It's just that it was a one in three chance I guess if you kicked it to a a guy without wearing it.
This is the sort of pedantry I came in.
I knew this went on.
I can tell you what a privilege it is.
It's to be in the inner sanctuary.
They do actually say things like that to each other.
No, you're right.
You're going to get home and go, they do it.
They actually pulled him up on it.
We were talking about
England in the World Cup.
And British teams in the World Cup have a good history.
So Scotland
basically got in, but didn't quite in 1950.
So, in 1950, it was so weird.
FIFA really wanted British teams to be playing in the World Cup because they were still being really snooty with this whole Britain's better thing.
And so, they said that if they played their home championship, the winner and the runner-up could play in the World Cup, would both qualify.
And Scotland said, That's insulting.
If we win, we'll play in it.
If we're runner-up, we refuse.
And so, they played their games and they both smashed Wales and Northern Ireland.
And then England beat Scotland, and Scotland ran back to FIFA and said, Please, we didn't mean it, please.
And FIFA didn't.
They were like, I'm really sorry, you gave us your word.
You said it was only if you won it.
You're on.
And that was the end of Scotland in the World Cup.
Have they never won it since then?
They've never won it.
They've never won it.
You can't win it if you don't qualify, you see.
Right, got it.
They used to qualify.
In my school days, it was always Scotland in and not England in the 70s.
They used to be on a level pegging, actually, didn't they?
Yeah, England had a policy of refusing to pick their best players on the grounds that they had long hair and i'm not even making a note
it's that people like stam bowles and rodney marsh who had long hair and frank worthington who were all the most skillful players in the first division because they didn't have a short back and sides and play cards
they they would pick people who looked like they were in the army because most of the managers had been wow they also would not pick maverick managers who were clever and inventive like gareth southgate
yeah
the tradition of the english manager looks good in a blazer
i mean i've never seen Andy look so confused at all the references being made.

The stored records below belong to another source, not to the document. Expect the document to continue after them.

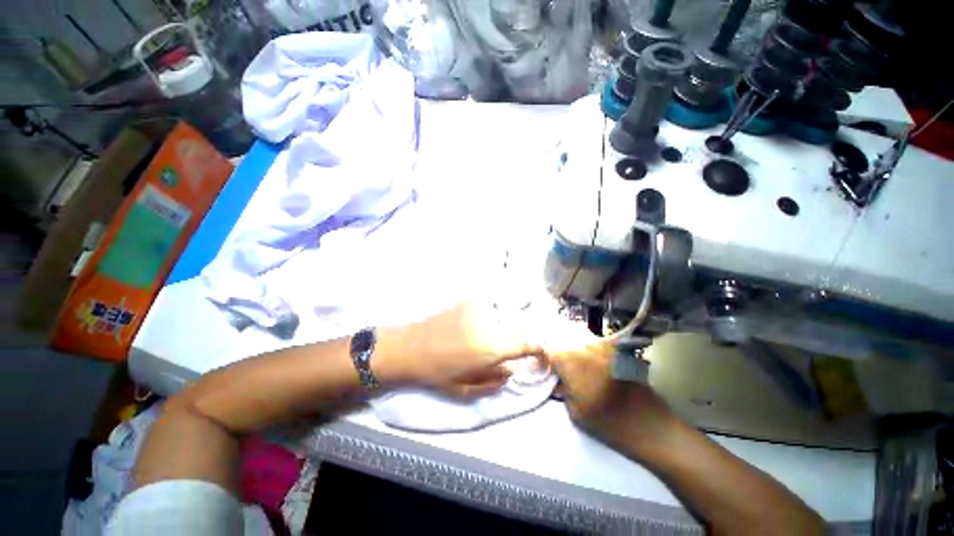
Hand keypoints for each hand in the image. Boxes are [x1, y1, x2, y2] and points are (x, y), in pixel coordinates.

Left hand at [375, 303, 544, 396]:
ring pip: (502, 318)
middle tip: (505, 349)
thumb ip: (496, 380)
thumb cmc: (437, 373)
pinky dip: (486, 319)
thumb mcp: (467, 388)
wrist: (410, 347)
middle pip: (518, 327)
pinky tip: (470, 328)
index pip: (528, 343)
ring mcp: (478, 308)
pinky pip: (487, 310)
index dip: (540, 348)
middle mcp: (489, 323)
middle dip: (518, 339)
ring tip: (480, 339)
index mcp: (490, 348)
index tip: (543, 355)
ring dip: (499, 329)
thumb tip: (513, 369)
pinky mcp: (468, 301)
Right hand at [542, 316, 678, 457]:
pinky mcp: (616, 351)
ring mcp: (602, 347)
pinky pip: (594, 347)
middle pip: (563, 344)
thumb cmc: (610, 424)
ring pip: (578, 343)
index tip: (539, 366)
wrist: (652, 426)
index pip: (547, 350)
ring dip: (573, 353)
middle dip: (557, 354)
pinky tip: (592, 368)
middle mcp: (585, 348)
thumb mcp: (576, 412)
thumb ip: (562, 390)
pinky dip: (588, 354)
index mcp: (571, 362)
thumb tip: (554, 380)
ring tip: (575, 369)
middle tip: (556, 369)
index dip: (541, 357)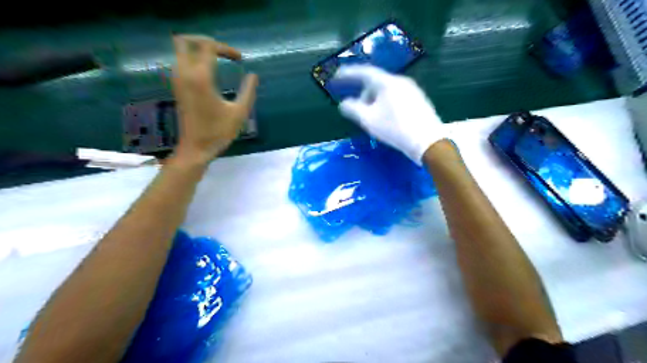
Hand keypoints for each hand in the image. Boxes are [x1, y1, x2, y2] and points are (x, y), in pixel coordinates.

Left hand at [172, 34, 257, 162]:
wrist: (196, 148)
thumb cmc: (218, 131)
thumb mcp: (239, 112)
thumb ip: (248, 91)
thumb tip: (253, 75)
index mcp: (200, 77)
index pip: (208, 46)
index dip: (225, 48)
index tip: (240, 59)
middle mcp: (184, 73)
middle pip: (185, 41)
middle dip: (204, 40)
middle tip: (222, 51)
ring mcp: (177, 80)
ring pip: (180, 51)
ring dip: (197, 49)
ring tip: (217, 58)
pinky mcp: (177, 87)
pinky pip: (180, 62)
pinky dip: (193, 59)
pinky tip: (209, 71)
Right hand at [333, 66, 444, 164]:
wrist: (427, 141)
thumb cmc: (394, 128)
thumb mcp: (368, 120)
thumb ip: (352, 109)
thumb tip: (343, 104)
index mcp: (387, 82)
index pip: (364, 72)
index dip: (349, 73)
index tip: (337, 76)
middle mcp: (401, 81)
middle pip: (376, 83)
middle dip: (363, 95)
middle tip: (358, 112)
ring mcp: (412, 90)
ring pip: (386, 91)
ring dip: (375, 102)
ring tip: (373, 119)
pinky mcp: (419, 100)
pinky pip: (396, 97)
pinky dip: (386, 104)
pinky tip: (387, 120)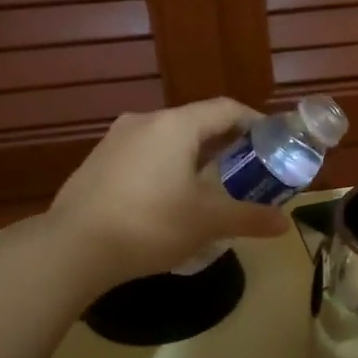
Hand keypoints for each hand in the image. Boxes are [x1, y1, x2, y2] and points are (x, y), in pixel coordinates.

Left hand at [50, 98, 293, 287]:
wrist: (72, 248)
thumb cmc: (150, 224)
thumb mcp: (208, 222)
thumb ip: (249, 217)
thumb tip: (284, 224)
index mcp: (176, 125)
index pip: (226, 109)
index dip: (255, 123)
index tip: (273, 143)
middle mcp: (145, 121)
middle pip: (197, 123)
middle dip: (226, 144)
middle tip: (248, 170)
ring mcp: (116, 140)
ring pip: (168, 140)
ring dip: (194, 157)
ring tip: (211, 187)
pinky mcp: (98, 163)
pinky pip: (144, 155)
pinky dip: (166, 168)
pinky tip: (169, 200)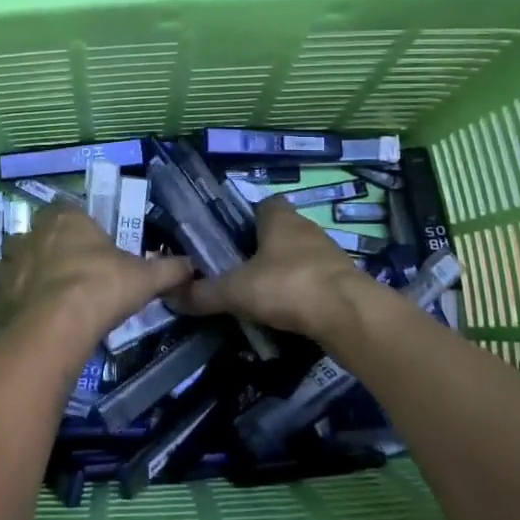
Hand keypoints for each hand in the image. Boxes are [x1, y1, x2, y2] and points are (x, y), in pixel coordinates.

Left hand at [0, 205, 192, 344]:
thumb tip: (192, 265)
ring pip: (18, 262)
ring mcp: (9, 265)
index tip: (90, 244)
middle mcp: (31, 234)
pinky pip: (7, 294)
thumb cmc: (102, 287)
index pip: (67, 208)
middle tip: (73, 271)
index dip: (77, 225)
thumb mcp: (144, 277)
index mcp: (65, 218)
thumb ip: (168, 269)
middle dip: (51, 248)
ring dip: (30, 273)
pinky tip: (35, 319)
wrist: (56, 326)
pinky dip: (19, 303)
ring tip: (51, 297)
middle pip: (39, 234)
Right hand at [172, 196, 371, 338]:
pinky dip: (303, 293)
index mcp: (279, 218)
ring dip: (285, 271)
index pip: (264, 205)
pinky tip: (288, 312)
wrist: (349, 314)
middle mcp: (307, 229)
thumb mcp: (235, 290)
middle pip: (282, 231)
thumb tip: (170, 297)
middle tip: (240, 270)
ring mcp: (330, 255)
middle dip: (264, 248)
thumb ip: (203, 293)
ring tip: (262, 295)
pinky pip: (316, 281)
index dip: (249, 218)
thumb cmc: (287, 285)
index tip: (232, 238)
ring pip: (301, 256)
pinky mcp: (344, 281)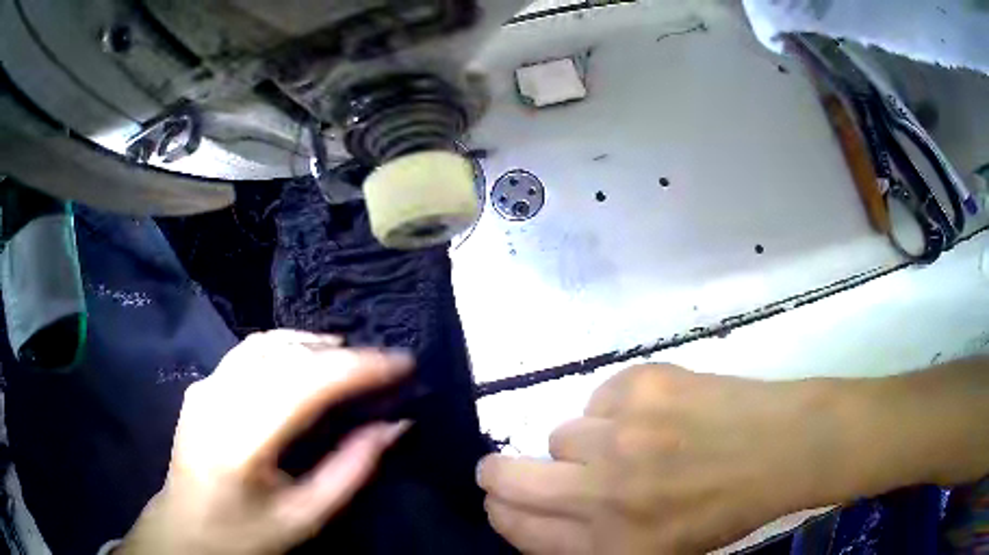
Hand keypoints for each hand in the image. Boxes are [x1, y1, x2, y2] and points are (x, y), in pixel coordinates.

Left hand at [120, 330, 412, 554]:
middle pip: (287, 356)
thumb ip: (351, 470)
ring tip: (349, 355)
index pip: (306, 384)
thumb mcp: (306, 517)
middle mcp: (217, 400)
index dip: (359, 368)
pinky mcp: (201, 386)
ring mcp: (204, 387)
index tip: (403, 363)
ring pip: (265, 344)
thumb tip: (395, 425)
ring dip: (312, 343)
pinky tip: (304, 360)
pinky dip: (285, 347)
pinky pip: (248, 352)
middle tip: (382, 365)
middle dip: (342, 354)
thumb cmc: (245, 535)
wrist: (185, 532)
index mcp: (241, 441)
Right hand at [478, 364, 843, 553]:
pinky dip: (615, 409)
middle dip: (497, 475)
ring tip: (629, 442)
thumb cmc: (721, 511)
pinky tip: (654, 414)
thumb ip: (592, 543)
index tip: (498, 500)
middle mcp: (604, 495)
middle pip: (510, 479)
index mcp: (609, 546)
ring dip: (584, 443)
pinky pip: (599, 397)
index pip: (519, 529)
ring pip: (561, 434)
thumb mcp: (655, 553)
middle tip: (501, 470)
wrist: (779, 448)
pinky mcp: (642, 386)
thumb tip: (542, 513)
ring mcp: (622, 435)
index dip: (501, 512)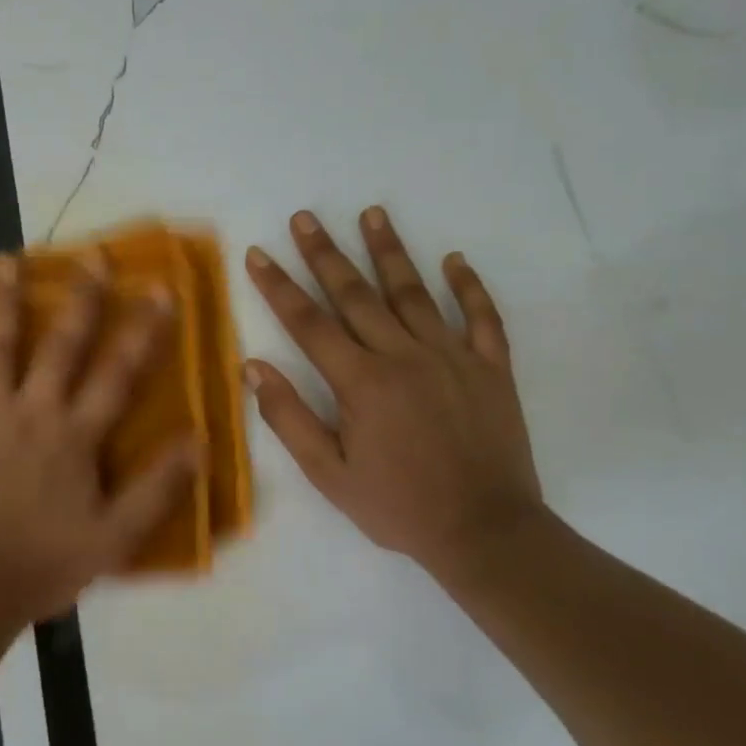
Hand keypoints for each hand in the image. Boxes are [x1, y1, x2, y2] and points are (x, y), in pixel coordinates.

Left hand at [0, 257, 199, 621]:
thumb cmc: (48, 562)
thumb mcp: (117, 536)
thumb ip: (159, 488)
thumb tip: (199, 441)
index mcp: (75, 434)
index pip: (118, 373)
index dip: (143, 331)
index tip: (160, 288)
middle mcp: (33, 411)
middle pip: (62, 346)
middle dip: (82, 299)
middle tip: (92, 255)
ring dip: (4, 303)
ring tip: (8, 261)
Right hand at [244, 207, 544, 582]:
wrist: (485, 532)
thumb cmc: (398, 506)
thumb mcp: (329, 475)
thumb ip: (290, 418)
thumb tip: (254, 368)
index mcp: (361, 382)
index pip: (309, 323)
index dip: (279, 286)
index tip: (259, 253)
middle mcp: (404, 356)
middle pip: (356, 295)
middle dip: (325, 253)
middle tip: (305, 217)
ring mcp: (452, 357)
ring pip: (414, 293)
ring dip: (390, 251)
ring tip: (373, 214)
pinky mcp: (491, 368)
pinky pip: (482, 317)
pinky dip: (469, 287)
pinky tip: (455, 260)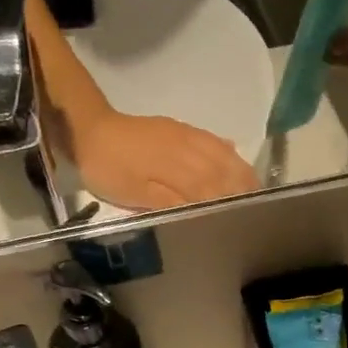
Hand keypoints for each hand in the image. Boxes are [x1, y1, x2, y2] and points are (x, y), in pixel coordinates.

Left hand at [66, 109, 257, 210]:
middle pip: (226, 170)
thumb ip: (171, 202)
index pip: (216, 189)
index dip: (232, 204)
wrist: (90, 129)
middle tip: (257, 207)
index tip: (247, 219)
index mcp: (180, 168)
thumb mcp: (135, 194)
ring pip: (223, 154)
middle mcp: (190, 149)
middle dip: (243, 188)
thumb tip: (205, 210)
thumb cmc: (109, 169)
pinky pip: (212, 140)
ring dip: (240, 171)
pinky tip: (234, 157)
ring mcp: (186, 136)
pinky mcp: (179, 128)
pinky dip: (227, 152)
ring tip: (252, 188)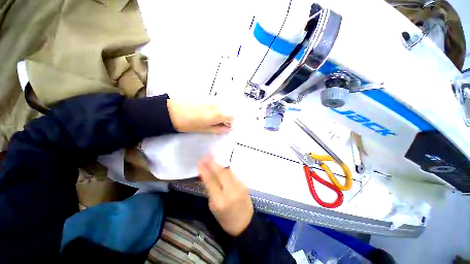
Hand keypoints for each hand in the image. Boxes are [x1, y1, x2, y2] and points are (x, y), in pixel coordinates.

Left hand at [167, 99, 232, 133]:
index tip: (225, 126)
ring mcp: (211, 98)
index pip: (232, 116)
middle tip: (218, 121)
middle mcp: (217, 104)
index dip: (230, 122)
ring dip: (221, 110)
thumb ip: (219, 129)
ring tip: (211, 116)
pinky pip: (215, 101)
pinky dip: (215, 106)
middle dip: (227, 116)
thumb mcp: (204, 129)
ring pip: (223, 104)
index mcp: (218, 114)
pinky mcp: (205, 95)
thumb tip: (228, 129)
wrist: (171, 111)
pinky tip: (206, 109)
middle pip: (229, 109)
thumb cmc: (188, 123)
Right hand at [198, 155, 253, 235]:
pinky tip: (221, 165)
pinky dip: (226, 169)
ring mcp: (239, 187)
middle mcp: (230, 192)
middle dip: (213, 163)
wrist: (245, 223)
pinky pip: (233, 174)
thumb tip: (207, 176)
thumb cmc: (225, 219)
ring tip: (212, 157)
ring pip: (228, 172)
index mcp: (220, 201)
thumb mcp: (213, 207)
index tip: (200, 162)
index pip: (211, 182)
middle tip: (207, 154)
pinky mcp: (244, 185)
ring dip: (219, 164)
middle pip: (221, 174)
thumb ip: (211, 190)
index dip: (205, 171)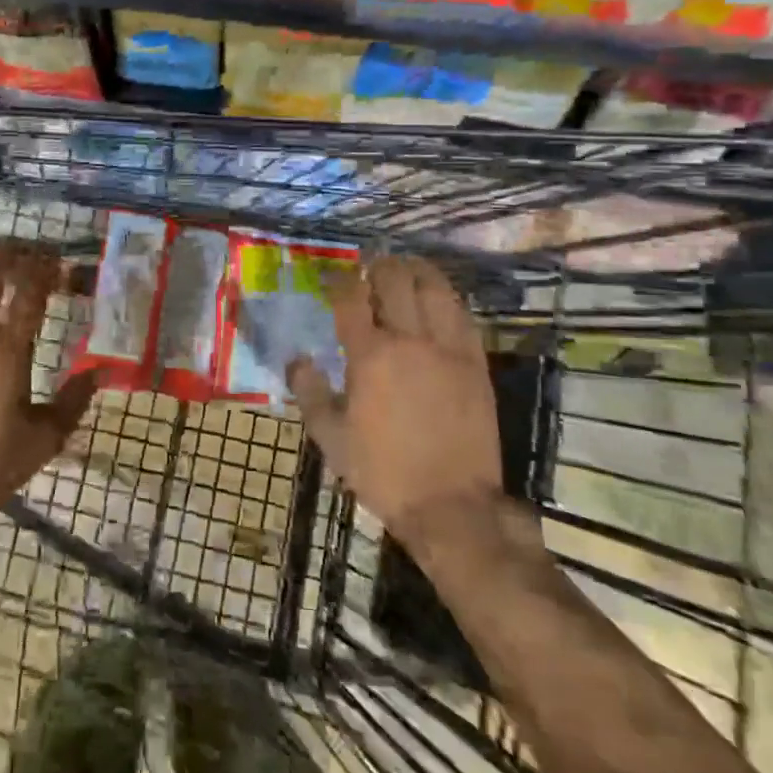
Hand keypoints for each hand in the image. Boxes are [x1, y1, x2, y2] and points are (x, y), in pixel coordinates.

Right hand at [287, 256, 506, 541]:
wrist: (452, 506)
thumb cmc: (384, 472)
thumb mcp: (331, 438)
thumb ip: (308, 392)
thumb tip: (296, 359)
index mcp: (370, 356)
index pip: (351, 299)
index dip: (339, 281)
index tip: (333, 279)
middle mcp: (409, 340)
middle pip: (395, 280)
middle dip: (378, 266)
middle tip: (370, 269)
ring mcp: (448, 349)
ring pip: (434, 288)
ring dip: (416, 271)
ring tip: (405, 268)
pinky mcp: (476, 363)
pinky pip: (462, 315)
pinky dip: (446, 297)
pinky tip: (437, 299)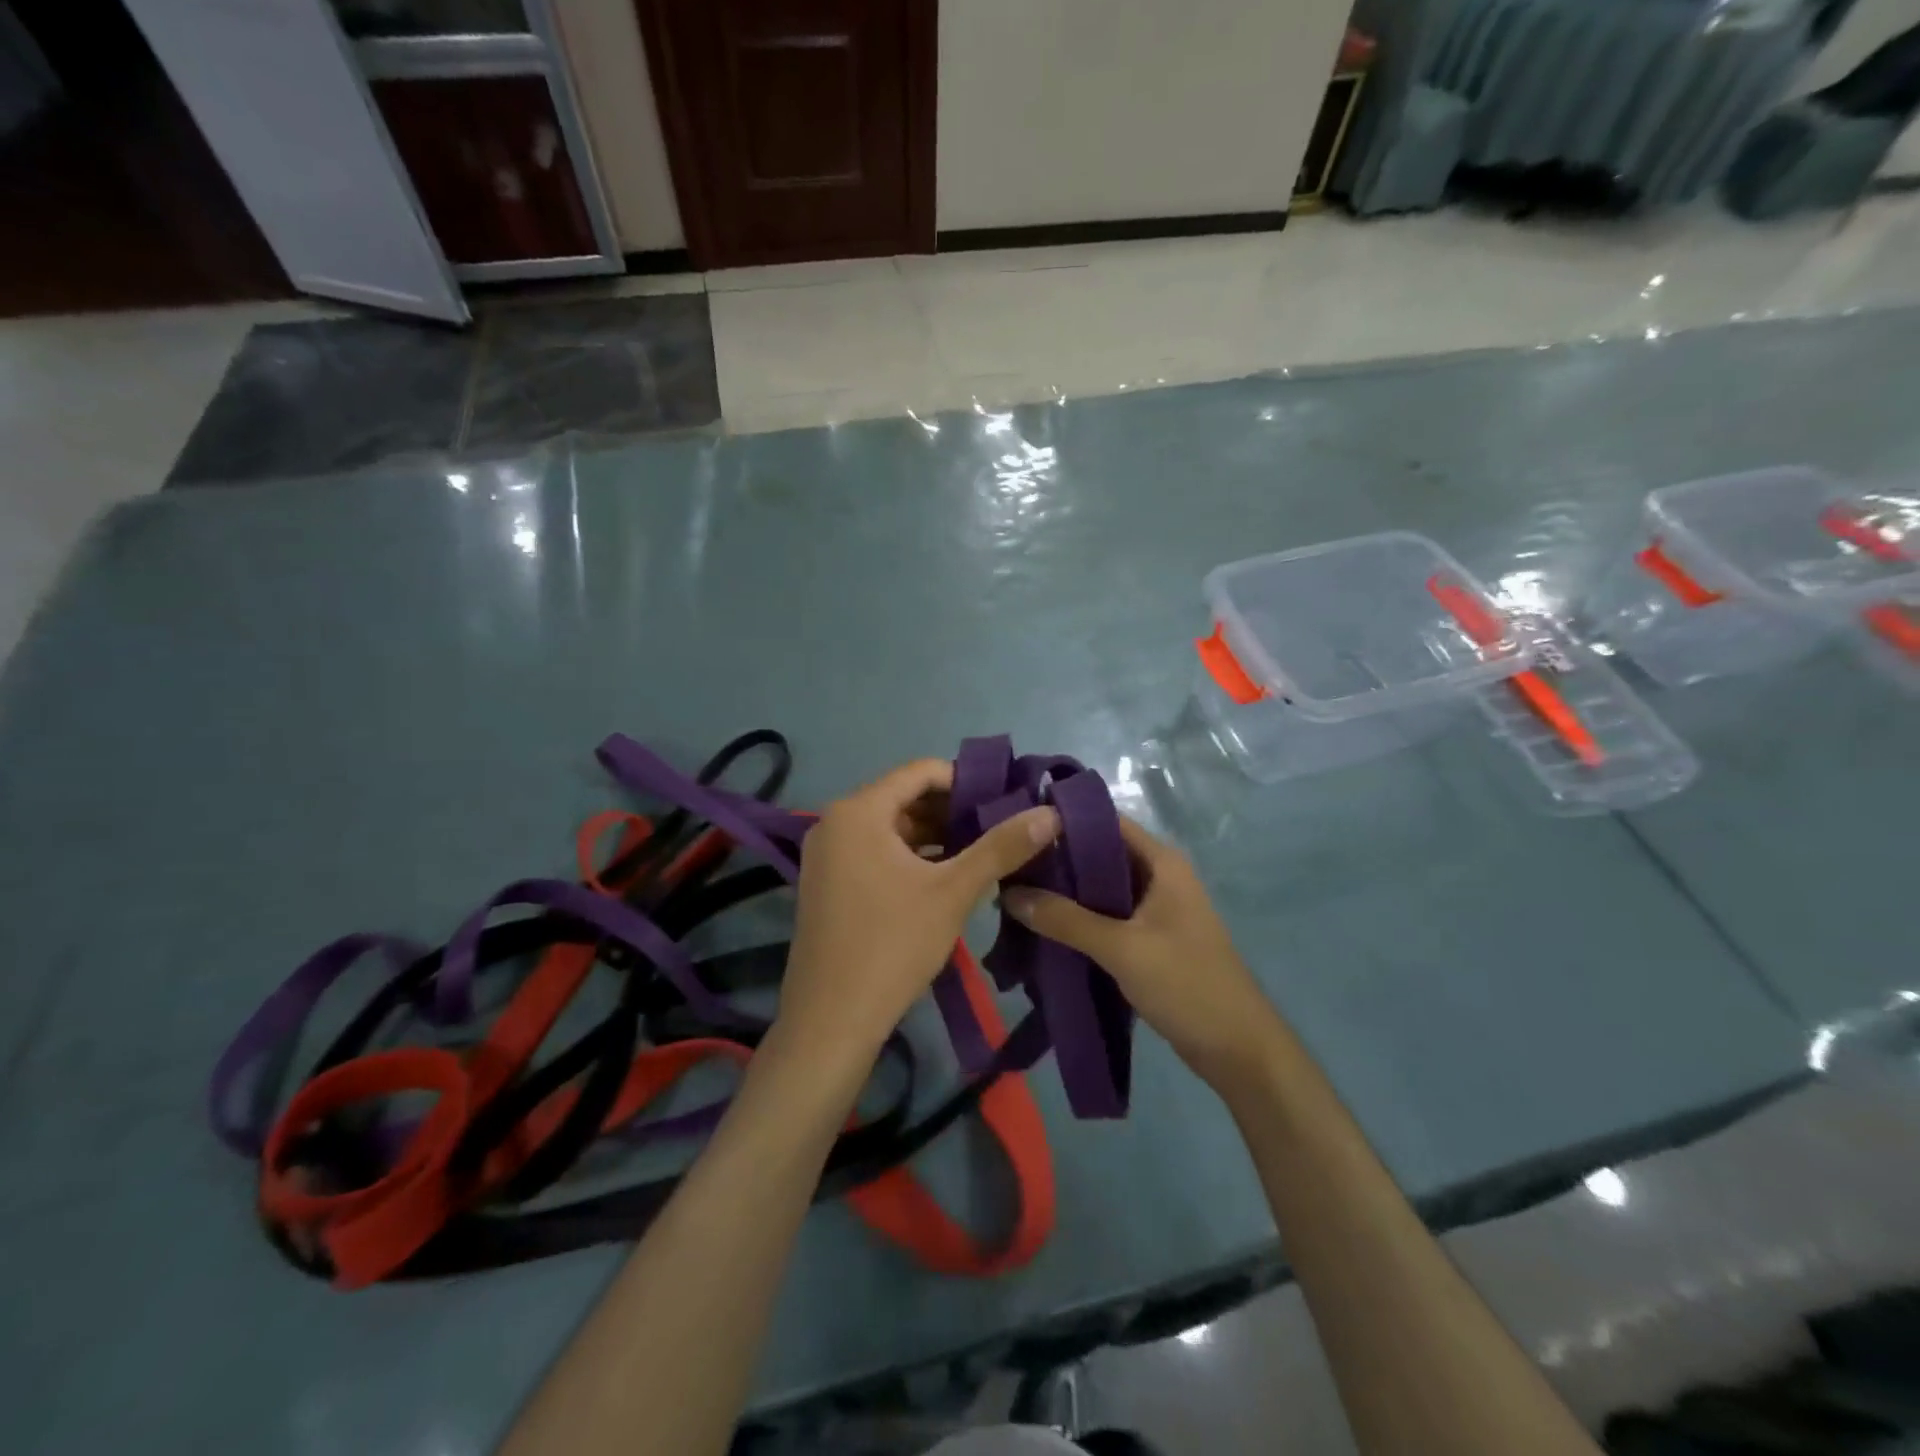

I do not know what's going on with this wheel side.
Oh great.
Well I imagine I'll make it then, right?
In the 70s everything changed in the fashion front so people started growing their hair long and England failed to qualify in 1974 and 1978 and I'm convinced it's because all the best players had long hair and the older men were offended.
And then in the World Cup in 1978 the leading scorer had really a load of hair and a beard and I think he had his ear pierced.
And his name was Mario.
And he gave the lie.
And his partner in crime, his fellow centre-forward, had a headband.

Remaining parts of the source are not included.